To me this requirement is very weird - it is like saying that your API will only accept numbers with exactly 3 digits of precision no more and not less (e.g. 1.000 , 2.000 etc ) - I just cant think of a valid reason to add this restriction

predictiple commented 1 week ago

Yes it is weird, but I confirmed it experimentally and it matches up with their API examples. I didn't look into their code to find the reason and they don't seem to document their timestamp requirements anywhere. The Iris timeline artifact now works robustly (previously it would not work with any artifact result sets having timestamps without fractional seconds) and my interest ends there. In the past I've come across other systems with similarly weird timestamp requirements but we could handle those too with string formatting.

The other use cases are not related to data-interchange but rather for human consumption. For example someone may want to write out times to a markdown table for a report. It could be that some Americans want to see US time format in the GUI. Maybe the US military uses Velociraptor and would like to see their weird US military formats. They are not my use cases but they'd seem reasonable if they were to come up.

It doesn't come up often (at least that we are aware of) but there are examples on Discord here and here which show that working with timestamp components and formatting is not as easy as it could be. It looks to me like this is the exact reason why the Go layout formatting exists: It spares the user from having to understand timestamp components (as per 2nd example) and advanced string formatting (as per 1st example). The format constants are a nice-to-have bonus but not essential.

As I mentioned it's about usability, not capability. A convenience feature. Maybe the demand for it is low, maybe the implementation cost is high - I really don't know. I don't think that having it would encourage people to go wild with timestamp formats.
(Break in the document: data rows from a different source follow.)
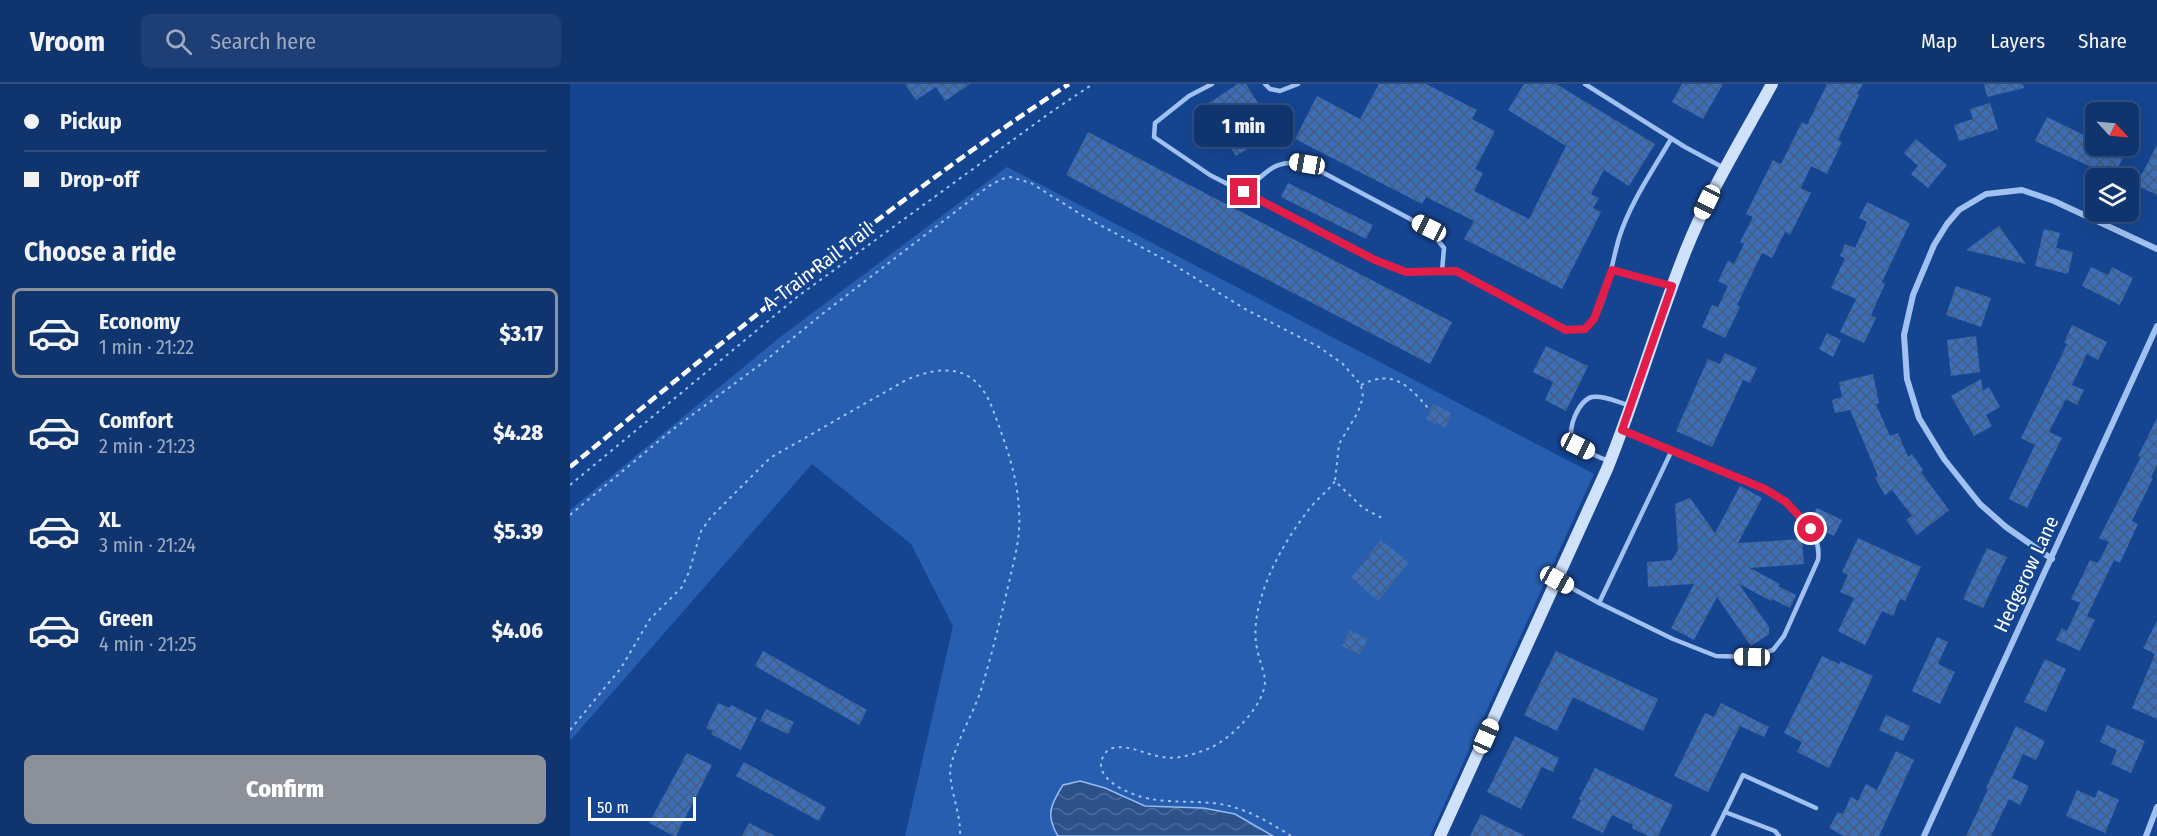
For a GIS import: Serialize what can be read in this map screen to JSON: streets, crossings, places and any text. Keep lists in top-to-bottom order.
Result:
{
  "streets": {
    "street": ["Hedgerow Lane"],
    "path": ["A-Train Rail Trail"]
  },
  "scale_bar": "50 m",
  "north": "bottom right",
  "page": {
    "header": "Vroom",
    "search": "Search here",
    "nav": ["Map", "Layers", "Share"],
    "banner": ["Pickup", "Drop-off"],
    "bubble": "1 min",
    "heading": "Choose a ride",
    "list": [
      {
        "name": "Economy",
        "note": "1 min · 21:22",
        "value": "$3.17"
      },
      {
        "name": "Comfort",
        "note": "2 min · 21:23",
        "value": "$4.28"
      },
      {
        "name": "XL",
        "note": "3 min · 21:24",
        "value": "$5.39"
      },
      {
        "name": "Green",
        "note": "4 min · 21:25",
        "value": "$4.06"
      }
    ],
    "buttons": "Confirm",
    "scale": "50 m"
  }
}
scudette commented 1 week ago

There are two ways this can be solved :

  1. The question of what time formats are acceptable applies to all times everywhere - this is a similar problem to the timezone choice - they just influence the way the json serializes marshals the time object to json. This applies automatically to all timestamps within the query.

  2. The second option is to allow for a timestamp_format() option which uses the alternative go specific formatting specification. Itself not very standard but can be used as a one off for a column and as you say it is really for convenience (although it is not really standard and may be more complex to use than the more standard format() function). The standard format() is available in all languages I am aware of and work exactly the same while the timestamp formatting specification is really specific to golang and it is actually confusing to use (the meaning of the number is very specific and it is hard to actually use).

I think these solve different problems - the first applies automatically to all timestamps when the second is just for a specific timestamp. I am not sure if IRIS has other timestamps that need massaging as well (I still think it is worth filing an issue against that project if they dont properly support RFC 3339 timestamps).

predictiple commented 1 week ago

Yes you're right, they are 2 separate problems/solutions although the 2nd can be an ad-hoc substitute in the absence of the 1st.

The 2nd is what this FR is about. Timestamps are a core aspect of DFIR, arguably THE core one. We want users to be able to work with them as easily as possible. It's unreasonable (I think) to expect users to have a deep understanding of timestamp objects and string formatting. That example on Discord where the formatting verb equates to a method on the Month type will be a complete surprise to 99.99% of users. image We have to ask ourselves: how are users supposed to know that? Unless they are developers I don't see how they would even know where to start looking for solutions.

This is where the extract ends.